### EXERCISE DETAILS
Where the data below has the string "Lady", return the whole line.
GIVEN RECORDS section start
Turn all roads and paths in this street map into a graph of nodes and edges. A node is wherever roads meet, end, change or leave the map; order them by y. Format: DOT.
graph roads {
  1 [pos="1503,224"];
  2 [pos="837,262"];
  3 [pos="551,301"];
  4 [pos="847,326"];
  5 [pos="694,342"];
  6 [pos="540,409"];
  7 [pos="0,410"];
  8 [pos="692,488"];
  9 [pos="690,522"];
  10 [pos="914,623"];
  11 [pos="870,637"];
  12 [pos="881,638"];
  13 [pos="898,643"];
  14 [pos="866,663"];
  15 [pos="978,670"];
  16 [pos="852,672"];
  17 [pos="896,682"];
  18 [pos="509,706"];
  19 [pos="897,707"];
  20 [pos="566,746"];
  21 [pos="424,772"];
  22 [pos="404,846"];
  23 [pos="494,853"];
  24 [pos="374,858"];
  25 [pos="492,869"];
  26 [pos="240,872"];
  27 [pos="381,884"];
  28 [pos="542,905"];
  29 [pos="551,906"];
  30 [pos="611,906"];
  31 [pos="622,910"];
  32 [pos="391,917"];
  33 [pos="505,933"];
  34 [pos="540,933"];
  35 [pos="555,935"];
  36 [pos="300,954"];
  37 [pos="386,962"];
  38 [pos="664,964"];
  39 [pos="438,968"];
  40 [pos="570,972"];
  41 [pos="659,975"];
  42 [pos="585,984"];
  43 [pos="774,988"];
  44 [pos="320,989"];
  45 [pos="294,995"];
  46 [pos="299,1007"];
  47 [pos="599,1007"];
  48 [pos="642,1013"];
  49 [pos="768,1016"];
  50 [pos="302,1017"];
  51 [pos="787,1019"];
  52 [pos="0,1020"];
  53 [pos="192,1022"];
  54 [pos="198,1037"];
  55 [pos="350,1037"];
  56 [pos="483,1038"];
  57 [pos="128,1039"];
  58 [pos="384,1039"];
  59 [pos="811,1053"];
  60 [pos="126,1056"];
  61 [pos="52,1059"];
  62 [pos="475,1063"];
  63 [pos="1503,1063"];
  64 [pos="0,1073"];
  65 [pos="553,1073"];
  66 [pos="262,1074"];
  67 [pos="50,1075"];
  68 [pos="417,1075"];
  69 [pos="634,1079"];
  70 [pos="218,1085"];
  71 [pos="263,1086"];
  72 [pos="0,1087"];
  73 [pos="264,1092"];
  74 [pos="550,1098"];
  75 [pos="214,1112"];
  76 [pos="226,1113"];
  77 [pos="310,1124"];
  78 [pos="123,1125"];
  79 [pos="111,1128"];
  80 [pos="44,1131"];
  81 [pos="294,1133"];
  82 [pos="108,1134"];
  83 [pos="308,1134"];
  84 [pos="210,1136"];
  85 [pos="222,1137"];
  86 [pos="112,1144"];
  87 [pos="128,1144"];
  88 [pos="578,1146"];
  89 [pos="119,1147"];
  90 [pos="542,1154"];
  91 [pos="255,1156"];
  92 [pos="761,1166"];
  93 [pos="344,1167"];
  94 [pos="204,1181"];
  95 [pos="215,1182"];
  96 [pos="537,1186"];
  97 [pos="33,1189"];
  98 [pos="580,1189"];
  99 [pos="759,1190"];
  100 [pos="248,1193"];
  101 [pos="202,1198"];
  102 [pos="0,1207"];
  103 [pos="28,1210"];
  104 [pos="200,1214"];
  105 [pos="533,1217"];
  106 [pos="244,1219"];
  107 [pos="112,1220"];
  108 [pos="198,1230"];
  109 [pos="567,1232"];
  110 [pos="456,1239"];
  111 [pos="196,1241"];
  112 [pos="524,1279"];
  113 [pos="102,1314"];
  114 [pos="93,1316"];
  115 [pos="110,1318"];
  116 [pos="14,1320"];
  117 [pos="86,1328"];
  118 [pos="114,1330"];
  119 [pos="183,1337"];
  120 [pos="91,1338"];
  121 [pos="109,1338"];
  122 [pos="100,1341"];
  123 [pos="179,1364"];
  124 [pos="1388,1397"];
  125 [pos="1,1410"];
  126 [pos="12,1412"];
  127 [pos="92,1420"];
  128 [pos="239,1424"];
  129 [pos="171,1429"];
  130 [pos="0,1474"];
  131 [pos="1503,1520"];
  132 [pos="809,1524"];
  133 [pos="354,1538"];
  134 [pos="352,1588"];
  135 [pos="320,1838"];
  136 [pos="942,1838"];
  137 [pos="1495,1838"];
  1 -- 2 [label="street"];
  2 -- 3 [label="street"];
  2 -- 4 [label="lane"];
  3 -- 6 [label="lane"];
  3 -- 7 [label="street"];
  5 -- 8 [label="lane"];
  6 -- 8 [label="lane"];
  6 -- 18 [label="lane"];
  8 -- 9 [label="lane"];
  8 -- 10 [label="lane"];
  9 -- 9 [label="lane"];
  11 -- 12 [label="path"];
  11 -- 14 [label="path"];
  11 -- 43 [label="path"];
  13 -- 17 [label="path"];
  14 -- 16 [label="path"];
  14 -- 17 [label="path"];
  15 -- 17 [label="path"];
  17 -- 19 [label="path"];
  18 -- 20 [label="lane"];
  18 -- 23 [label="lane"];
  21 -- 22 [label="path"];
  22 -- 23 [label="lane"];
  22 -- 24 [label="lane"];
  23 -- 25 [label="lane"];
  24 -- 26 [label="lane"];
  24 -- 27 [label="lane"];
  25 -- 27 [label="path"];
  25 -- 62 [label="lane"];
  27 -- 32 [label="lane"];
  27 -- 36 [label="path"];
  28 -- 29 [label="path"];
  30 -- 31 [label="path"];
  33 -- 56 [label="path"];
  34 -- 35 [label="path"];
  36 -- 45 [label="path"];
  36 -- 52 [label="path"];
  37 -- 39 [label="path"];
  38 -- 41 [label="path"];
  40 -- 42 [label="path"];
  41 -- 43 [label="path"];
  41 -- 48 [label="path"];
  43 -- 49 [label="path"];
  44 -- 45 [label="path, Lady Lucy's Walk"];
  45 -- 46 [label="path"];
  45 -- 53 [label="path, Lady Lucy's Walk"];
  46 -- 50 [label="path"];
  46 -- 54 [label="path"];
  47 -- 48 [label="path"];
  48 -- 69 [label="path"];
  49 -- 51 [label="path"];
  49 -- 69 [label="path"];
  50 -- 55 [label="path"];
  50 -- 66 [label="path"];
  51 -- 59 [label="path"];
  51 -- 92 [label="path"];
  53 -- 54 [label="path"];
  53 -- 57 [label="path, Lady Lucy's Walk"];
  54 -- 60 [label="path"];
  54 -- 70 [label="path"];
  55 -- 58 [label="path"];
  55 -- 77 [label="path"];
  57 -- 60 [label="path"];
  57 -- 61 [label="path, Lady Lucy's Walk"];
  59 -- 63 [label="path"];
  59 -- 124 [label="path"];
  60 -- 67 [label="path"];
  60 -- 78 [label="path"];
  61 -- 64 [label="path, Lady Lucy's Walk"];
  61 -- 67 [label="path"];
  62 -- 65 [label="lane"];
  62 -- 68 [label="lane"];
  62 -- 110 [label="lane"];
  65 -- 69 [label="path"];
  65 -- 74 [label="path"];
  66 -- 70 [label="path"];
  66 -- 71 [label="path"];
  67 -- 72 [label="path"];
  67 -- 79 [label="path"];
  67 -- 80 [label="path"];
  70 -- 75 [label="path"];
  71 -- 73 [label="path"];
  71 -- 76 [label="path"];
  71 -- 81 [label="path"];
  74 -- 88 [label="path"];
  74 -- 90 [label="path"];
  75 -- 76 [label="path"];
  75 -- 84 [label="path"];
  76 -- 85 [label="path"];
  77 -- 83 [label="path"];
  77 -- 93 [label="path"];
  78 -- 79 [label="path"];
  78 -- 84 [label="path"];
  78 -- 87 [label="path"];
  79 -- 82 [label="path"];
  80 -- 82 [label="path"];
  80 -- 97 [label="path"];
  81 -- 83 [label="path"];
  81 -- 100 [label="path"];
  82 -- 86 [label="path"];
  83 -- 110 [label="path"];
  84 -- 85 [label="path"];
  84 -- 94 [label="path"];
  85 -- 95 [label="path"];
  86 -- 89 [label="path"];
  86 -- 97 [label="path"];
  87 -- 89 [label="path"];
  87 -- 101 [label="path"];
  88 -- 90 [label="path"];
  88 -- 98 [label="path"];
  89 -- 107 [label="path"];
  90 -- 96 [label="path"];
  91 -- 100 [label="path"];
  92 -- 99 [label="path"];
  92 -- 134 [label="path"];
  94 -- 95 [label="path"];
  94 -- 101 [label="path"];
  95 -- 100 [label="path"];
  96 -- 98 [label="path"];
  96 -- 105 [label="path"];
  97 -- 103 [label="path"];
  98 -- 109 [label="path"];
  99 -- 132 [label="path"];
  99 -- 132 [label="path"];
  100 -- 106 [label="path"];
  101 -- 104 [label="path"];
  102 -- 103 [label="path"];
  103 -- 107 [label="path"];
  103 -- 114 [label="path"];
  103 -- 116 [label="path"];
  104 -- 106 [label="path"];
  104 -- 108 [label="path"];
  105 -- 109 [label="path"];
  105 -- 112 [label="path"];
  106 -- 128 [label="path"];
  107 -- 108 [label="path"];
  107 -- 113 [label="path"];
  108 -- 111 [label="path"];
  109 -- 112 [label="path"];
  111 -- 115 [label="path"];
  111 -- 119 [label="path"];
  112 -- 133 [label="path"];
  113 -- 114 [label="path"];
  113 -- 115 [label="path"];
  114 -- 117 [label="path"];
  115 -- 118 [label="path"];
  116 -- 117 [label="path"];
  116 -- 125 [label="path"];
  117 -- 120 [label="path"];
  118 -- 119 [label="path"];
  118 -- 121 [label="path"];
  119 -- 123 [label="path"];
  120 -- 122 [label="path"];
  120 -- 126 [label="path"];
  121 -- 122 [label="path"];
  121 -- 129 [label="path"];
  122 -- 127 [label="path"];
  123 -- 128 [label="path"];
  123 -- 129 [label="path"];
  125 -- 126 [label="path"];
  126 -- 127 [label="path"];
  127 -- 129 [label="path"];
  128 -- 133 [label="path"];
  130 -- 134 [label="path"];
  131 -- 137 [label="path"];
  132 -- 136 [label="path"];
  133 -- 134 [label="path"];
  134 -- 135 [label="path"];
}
GIVEN RECORDS section end
### FINISHED TASK
  44 -- 45 [label="path, Lady Lucy's Walk"];
  45 -- 53 [label="path, Lady Lucy's Walk"];
  53 -- 57 [label="path, Lady Lucy's Walk"];
  57 -- 61 [label="path, Lady Lucy's Walk"];
  61 -- 64 [label="path, Lady Lucy's Walk"];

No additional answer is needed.